WSU’s Bev Gerdeman describes Washington’s specialty cut flower growers as a cryptic group. She found several different sectors: a large community of Hmong farmers who dominate flower sales at farmers’ markets, the traditional non-Hmong growers who have long-established channels for delivering their product, and the newer small-scale growers who run roadside stands, sell at local markets, and work with local businesses. As she started her flea beetle outreach, none of the groups was easy to reach.
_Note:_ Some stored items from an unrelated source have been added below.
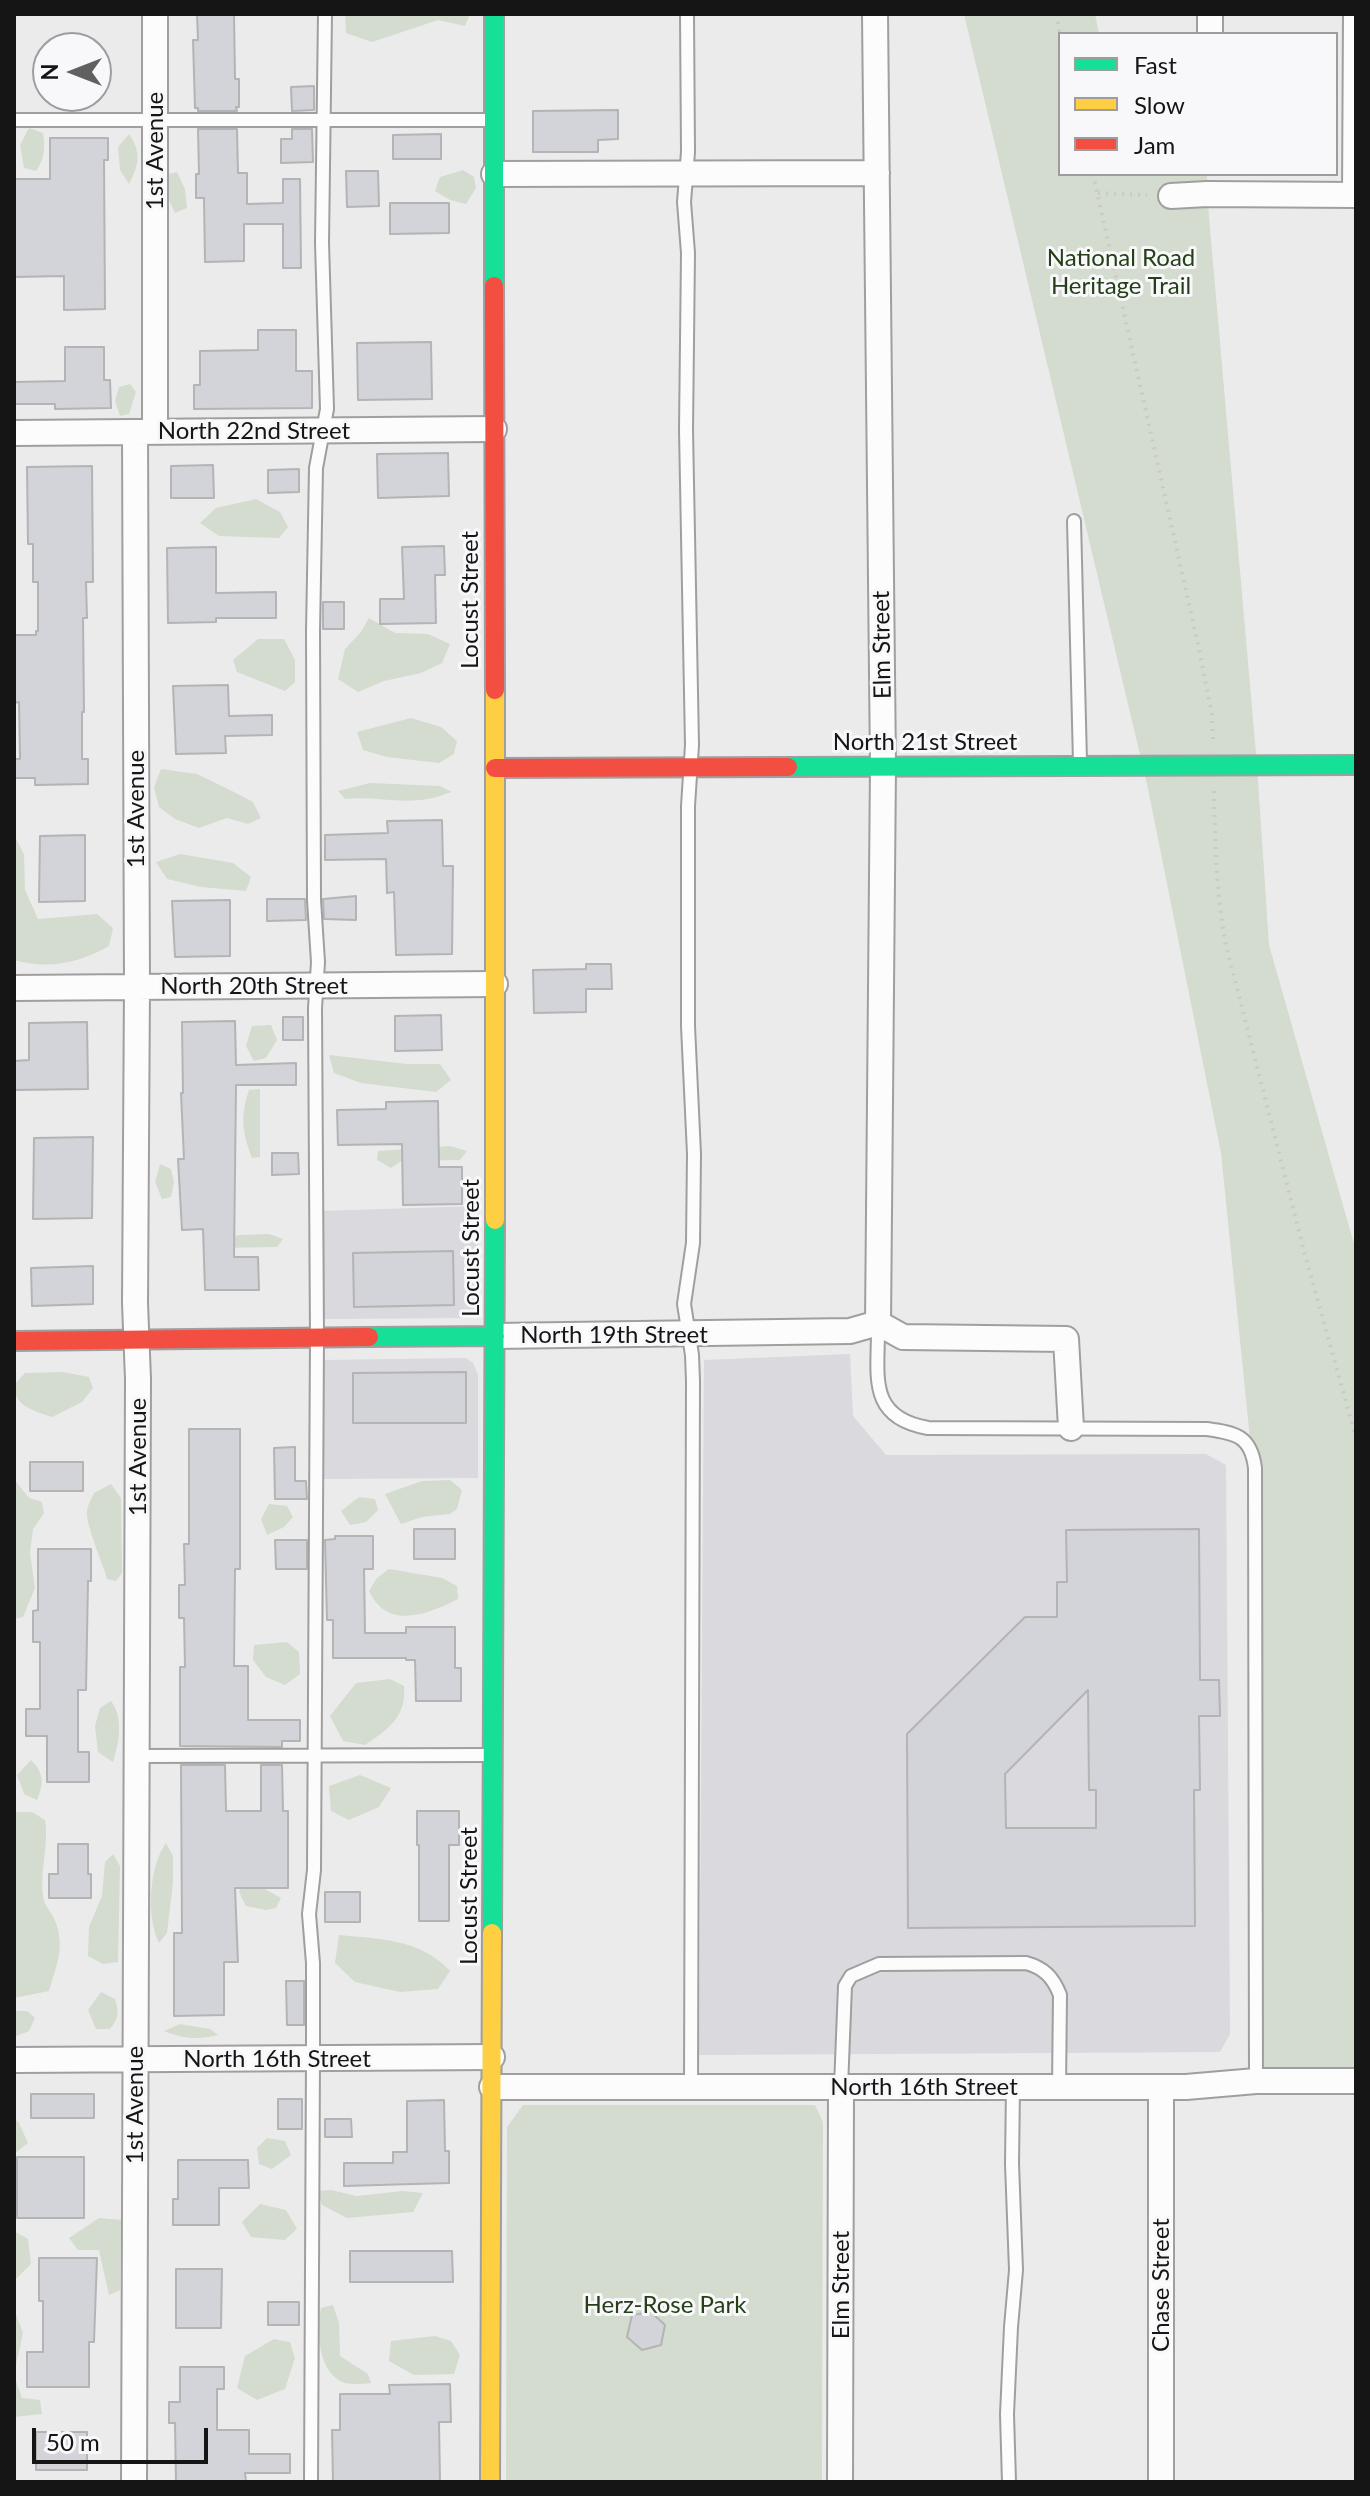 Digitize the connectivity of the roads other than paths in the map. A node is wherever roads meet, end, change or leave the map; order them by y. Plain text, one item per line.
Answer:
1 (155, 14) edge
2 (325, 14) edge
3 (494, 14) edge
4 (687, 14) edge
5 (875, 14) edge
6 (1350, 14) edge
7 (14, 120) edge
8 (155, 120) junction
9 (325, 120) junction
10 (494, 120) junction
11 (877, 173) junction
12 (494, 174) junction
13 (687, 174) junction
14 (1207, 184) edge
15 (1352, 195) edge
16 (1171, 196) road end
17 (494, 429) junction
18 (323, 431) junction
19 (145, 432) junction
20 (14, 433) edge
21 (1074, 521) dead end
22 (1356, 765) edge
23 (883, 766) junction
24 (1080, 766) junction
25 (495, 768) junction
26 (690, 768) junction
27 (495, 984) junction
28 (316, 986) junction
29 (137, 987) junction
30 (14, 988) edge
31 (878, 1323) junction
32 (688, 1335) junction
33 (495, 1336) junction
34 (317, 1338) junction
35 (136, 1339) junction
36 (14, 1341) edge
37 (1071, 1428) junction
38 (494, 1755) junction
39 (137, 1756) junction
40 (314, 1756) junction
41 (492, 2057) junction
42 (313, 2058) junction
43 (14, 2060) edge
44 (136, 2060) junction
45 (1256, 2081) junction
46 (1356, 2081) edge
47 (492, 2087) junction
48 (691, 2087) junction
49 (841, 2087) junction
50 (1013, 2087) junction
51 (1059, 2087) junction
52 (1161, 2087) junction
53 (134, 2482) edge
54 (311, 2482) edge
55 (490, 2482) edge
56 (840, 2482) edge
57 (1009, 2482) edge
58 (1161, 2482) edge

1 - 8 street, 1st Avenue
2 - 9 lane
3 - 10 street, Locust Street
4 - 13 lane
5 - 11 street, Elm Street
6 - 15 lane
7 - 8 lane
8 - 9 lane
8 - 19 street, 1st Avenue
9 - 10 lane
9 - 18 lane
10 - 12 street, Locust Street
11 - 13 street
11 - 23 street, Elm Street
12 - 13 street
12 - 17 street, Locust Street
13 - 26 lane
14 - 15 street
14 - 16 street
17 - 18 street, North 22nd Street
17 - 25 street, Locust Street
18 - 19 street, North 22nd Street
18 - 28 lane
19 - 20 street, North 22nd Street
19 - 29 street, 1st Avenue
21 - 24 lane
22 - 24 street, North 21st Street
23 - 24 street, North 21st Street
23 - 26 street, North 21st Street
23 - 31 street, Elm Street
25 - 26 street, North 21st Street
25 - 27 street, Locust Street
26 - 32 lane
27 - 28 street, North 20th Street
27 - 33 street, Locust Street
28 - 29 street, North 20th Street
28 - 34 lane
29 - 30 street, North 20th Street
29 - 35 street, 1st Avenue
31 - 32 street, North 19th Street
31 - 37 lane
31 - 37 street
32 - 33 street, North 19th Street
32 - 48 lane
33 - 34 street, North 19th Street
33 - 38 street, Locust Street
34 - 35 street, North 19th Street
34 - 40 lane
35 - 36 street, North 19th Street
35 - 39 street, 1st Avenue
37 - 45 lane
38 - 40 lane
38 - 41 street, Locust Street
39 - 40 lane
39 - 44 street, 1st Avenue
40 - 42 lane
41 - 42 street, North 16th Street
41 - 47 street, Locust Street
42 - 44 street, North 16th Street
42 - 54 lane
43 - 44 street, North 16th Street
44 - 53 street, 1st Avenue
45 - 46 street, North 16th Street
45 - 52 street, North 16th Street
47 - 48 street, North 16th Street
47 - 55 street, Locust Street
48 - 49 street, North 16th Street
49 - 50 street, North 16th Street
49 - 51 lane
49 - 56 street, Elm Street
50 - 51 street, North 16th Street
50 - 57 lane
51 - 52 street, North 16th Street
52 - 58 street, Chase Street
When she sought out and visited with them, she realized that yes, they were concerned with insects and pest management, but were really worried about getting their flowers to market. “I think I can help them,” she says. One way is through this two-day flower school. Another is by teaching the new growers how to find customers, whether they be florists, stores, individuals, or a mix. And a third, says Gerdeman, is to teach them how to farm sustainably, in a way that will both protect the environment and make them appealing to a socially-conscious clientele willing to pay more for their flowers.
Flower customers are already demanding local and seasonal arrangements, says Melissa Feveyear, owner of Terra Bella Flowers in Seattle. “I work with the seasons. I work with what the weather and Mother Nature has to offer,” she says. “My customers just want to know it’s local and conscientiously grown.”
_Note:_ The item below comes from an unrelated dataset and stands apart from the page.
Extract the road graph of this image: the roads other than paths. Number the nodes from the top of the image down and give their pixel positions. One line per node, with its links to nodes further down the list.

Stacie Sutliff, who owns Blush Custom Floral in Anacortes, says she meets brides who want to have “green” weddings with local, organic floral arrangements. Both Sutliff and Feveyear like to buy flowers directly from the farmers. But unless they go out and find them, or the farmers seek them out (and only a few do), there’s no way to connect.
That brings us to another obstacle. The world’s largest flower auction, after Holland, is just north of Washington in Burnaby, British Columbia. The market operates three days a week and connects Canadian farmers with more than 500 buyers, especially professional florists, from around the Northwest. And, according to Diane Szukovathy, the B.C. market has a major effect on flower farmers in the Puget Sound region. “It’s drawing business up the coast,” she says.
This issue came up last year when Szukovathy and other Washington and Oregon growers were at an Association of Specialty Cut Flower Growers meeting. “We realized there is a lack of ways for local producers to band together and sell product,” she says. “And Oregon farmers were not getting into the Seattle market.”
Their solution is to create a large owner-run wholesale market in Seattle. The Seattle Wholesale Growers Market Cooperative is scheduled to open May 18 in the Original Rainier Brewery Building in the Georgetown neighborhood. Growers will be able to sell directly to regional floral designers. And designers will have access to local, in-season flowers. “It’s one place where we can unload it and people will come to us,” says Szukovathy, who is now president of the co-op. “We have no idea what the demand is going to be.”
While the notion of running a cut flower farm seems lovely and romantic, there are some hard realities, the workshop organizers tell the students. Labor is the make or break factor. You’re extremely vulnerable to the weather. “And cut flower farms don’t look like gorgeous gardens always,” Szukovathy says. “What you want to look gorgeous is what goes on the truck.”
The workshop inspired several of the farmers to go out and teach their communities about buying local flowers. One woman, whose home on Whidbey Island near Langley came with a flower garden and a farm stand, now plans to visit local businesses, restaurants, and bed and breakfasts to develop a new customer base.
“You have to use every resource you have available,” says Szukovathy. “It takes every bit of everything you’ve got: your brains, your body... And you have to educate people around you.”